== What to do ==
Which lines of the records below contain the word "Juriti"? Show each one.
[[ Material supplied, beginning ]]
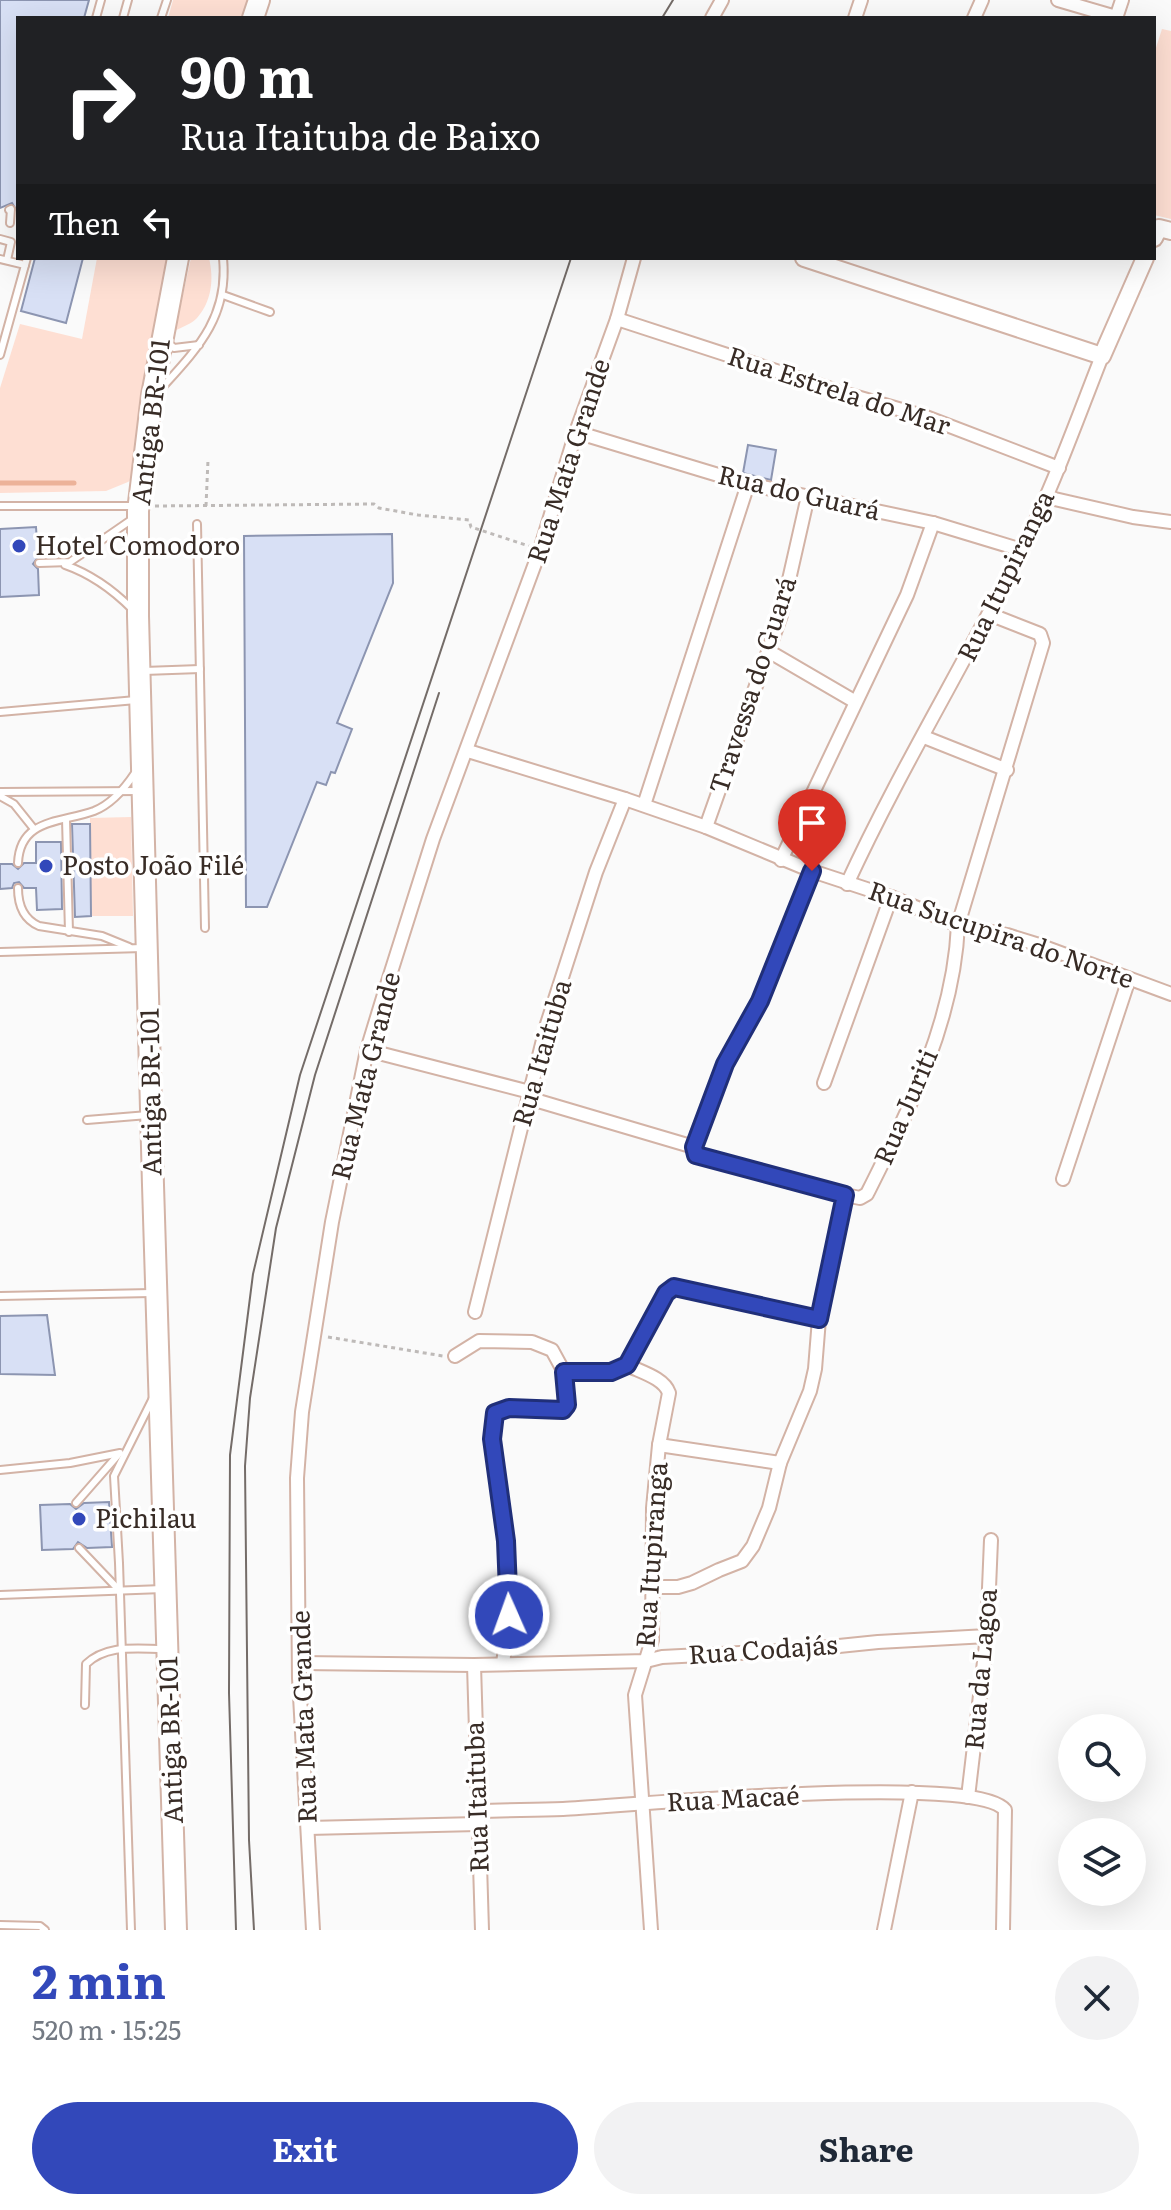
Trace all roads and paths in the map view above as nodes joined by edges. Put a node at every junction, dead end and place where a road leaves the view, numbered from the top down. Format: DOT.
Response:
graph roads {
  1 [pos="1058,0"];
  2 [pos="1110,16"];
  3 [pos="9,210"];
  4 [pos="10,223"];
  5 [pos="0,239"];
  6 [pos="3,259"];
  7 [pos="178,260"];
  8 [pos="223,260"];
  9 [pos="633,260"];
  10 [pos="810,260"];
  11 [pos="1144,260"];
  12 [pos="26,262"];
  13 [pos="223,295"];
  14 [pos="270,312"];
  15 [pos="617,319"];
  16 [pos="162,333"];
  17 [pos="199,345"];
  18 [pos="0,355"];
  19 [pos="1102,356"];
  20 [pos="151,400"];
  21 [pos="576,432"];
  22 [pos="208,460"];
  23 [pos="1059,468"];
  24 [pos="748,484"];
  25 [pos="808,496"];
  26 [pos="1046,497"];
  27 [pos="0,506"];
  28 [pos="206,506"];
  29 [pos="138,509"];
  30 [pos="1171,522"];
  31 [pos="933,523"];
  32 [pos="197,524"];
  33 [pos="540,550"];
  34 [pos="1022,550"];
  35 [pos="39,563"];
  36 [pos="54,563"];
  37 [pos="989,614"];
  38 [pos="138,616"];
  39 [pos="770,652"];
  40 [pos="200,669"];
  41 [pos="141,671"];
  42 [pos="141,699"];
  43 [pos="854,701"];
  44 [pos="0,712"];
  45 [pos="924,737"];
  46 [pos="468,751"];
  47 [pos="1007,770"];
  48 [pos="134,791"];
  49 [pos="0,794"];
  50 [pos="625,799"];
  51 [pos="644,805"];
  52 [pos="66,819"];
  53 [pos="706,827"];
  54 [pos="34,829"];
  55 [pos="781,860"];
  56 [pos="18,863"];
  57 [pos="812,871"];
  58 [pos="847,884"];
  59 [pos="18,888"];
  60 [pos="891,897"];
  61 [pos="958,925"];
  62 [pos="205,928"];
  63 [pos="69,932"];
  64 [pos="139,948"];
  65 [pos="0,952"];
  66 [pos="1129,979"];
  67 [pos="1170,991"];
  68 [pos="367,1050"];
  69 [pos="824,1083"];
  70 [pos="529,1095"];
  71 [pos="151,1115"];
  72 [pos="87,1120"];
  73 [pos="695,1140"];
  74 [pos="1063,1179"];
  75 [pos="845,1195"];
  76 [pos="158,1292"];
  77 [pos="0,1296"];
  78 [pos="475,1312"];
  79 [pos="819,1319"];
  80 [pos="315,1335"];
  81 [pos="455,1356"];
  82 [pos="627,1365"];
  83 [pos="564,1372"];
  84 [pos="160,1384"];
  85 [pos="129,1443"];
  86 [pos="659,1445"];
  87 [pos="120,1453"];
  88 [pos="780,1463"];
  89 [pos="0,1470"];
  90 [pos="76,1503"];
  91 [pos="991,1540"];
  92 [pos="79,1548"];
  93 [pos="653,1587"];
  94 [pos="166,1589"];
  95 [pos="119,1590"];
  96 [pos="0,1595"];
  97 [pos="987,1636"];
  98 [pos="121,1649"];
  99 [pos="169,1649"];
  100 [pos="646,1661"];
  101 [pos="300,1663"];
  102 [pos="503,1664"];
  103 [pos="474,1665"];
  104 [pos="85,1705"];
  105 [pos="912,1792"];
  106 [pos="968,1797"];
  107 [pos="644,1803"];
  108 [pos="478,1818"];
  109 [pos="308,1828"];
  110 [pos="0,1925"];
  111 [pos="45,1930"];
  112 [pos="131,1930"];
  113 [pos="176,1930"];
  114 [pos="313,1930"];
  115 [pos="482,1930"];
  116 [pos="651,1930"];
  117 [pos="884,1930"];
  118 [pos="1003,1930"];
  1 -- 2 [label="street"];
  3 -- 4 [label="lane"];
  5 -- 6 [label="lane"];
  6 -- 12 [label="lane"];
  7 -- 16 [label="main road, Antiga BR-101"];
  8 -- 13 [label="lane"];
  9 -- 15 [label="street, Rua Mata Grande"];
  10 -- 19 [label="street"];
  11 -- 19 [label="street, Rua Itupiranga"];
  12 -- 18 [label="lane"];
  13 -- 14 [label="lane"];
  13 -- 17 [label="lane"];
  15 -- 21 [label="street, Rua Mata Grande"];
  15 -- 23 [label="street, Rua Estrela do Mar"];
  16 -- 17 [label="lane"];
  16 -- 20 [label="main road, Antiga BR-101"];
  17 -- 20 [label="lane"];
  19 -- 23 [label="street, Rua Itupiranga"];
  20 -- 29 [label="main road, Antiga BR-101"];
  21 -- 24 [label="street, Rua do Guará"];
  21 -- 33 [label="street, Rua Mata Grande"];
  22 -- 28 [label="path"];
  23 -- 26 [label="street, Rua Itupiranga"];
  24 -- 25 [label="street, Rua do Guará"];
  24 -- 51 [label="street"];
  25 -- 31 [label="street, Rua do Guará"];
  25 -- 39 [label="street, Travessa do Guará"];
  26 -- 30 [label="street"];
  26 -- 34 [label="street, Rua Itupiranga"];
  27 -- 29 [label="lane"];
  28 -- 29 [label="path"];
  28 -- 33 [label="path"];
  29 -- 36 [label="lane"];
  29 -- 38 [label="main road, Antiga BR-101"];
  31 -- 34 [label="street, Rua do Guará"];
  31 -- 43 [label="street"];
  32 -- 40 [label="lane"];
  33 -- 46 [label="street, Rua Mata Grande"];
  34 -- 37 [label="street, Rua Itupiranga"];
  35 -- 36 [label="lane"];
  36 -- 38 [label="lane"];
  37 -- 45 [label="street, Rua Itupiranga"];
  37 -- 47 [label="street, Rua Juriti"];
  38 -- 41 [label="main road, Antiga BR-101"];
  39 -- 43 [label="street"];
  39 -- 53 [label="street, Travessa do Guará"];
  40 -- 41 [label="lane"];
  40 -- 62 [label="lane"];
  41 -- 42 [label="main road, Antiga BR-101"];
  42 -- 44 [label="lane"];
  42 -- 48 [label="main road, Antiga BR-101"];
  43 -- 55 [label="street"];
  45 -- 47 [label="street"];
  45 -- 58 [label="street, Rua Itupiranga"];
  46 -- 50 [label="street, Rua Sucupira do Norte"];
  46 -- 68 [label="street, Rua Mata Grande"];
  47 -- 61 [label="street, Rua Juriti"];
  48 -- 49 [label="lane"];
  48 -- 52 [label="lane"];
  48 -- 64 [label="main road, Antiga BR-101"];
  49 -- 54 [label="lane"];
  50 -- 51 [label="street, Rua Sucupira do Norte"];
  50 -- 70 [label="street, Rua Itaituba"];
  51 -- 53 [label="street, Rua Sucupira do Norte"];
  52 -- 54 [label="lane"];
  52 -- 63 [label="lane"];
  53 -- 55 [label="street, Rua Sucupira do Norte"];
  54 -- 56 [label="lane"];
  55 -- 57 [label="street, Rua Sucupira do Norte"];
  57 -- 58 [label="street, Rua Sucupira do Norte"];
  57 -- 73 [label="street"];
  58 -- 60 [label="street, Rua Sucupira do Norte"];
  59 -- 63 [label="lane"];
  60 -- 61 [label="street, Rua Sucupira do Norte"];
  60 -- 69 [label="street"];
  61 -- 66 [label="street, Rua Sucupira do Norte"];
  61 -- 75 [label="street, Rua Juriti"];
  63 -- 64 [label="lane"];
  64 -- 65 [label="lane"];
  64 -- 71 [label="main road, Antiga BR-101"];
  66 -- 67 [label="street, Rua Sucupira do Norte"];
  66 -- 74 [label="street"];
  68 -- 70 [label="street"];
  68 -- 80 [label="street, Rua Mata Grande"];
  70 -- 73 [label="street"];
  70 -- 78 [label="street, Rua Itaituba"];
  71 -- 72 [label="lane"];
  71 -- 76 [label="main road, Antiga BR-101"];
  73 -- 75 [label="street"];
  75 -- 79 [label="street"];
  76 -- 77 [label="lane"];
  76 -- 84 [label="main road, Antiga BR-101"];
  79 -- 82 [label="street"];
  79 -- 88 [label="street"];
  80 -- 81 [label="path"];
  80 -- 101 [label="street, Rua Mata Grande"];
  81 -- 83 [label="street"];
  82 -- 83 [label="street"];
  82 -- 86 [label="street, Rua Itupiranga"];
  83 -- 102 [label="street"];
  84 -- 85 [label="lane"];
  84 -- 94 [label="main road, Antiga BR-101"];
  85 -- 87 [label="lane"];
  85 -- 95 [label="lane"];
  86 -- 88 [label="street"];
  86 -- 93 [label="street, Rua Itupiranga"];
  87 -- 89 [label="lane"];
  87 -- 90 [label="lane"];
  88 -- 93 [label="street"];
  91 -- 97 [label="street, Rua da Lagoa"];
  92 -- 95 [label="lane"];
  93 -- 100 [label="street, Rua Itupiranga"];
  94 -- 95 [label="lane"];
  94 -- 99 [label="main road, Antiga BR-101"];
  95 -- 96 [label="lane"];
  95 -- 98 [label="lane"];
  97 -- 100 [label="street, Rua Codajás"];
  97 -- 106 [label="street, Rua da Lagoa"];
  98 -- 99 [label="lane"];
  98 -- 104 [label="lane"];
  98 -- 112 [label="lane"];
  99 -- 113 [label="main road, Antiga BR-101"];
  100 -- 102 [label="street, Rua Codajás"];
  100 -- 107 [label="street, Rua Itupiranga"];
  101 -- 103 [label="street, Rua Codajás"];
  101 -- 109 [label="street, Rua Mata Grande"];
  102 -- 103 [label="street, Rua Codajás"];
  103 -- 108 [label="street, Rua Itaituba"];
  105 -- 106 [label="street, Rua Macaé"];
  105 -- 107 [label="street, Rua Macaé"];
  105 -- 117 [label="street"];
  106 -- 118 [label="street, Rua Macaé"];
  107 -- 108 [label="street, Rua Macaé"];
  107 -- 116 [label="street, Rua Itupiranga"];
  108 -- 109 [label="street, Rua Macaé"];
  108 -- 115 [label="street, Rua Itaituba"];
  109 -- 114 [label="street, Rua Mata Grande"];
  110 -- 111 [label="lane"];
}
[[ Material supplied, end ]]
== Written response ==
  37 -- 47 [label="street, Rua Juriti"];
  47 -- 61 [label="street, Rua Juriti"];
  61 -- 75 [label="street, Rua Juriti"];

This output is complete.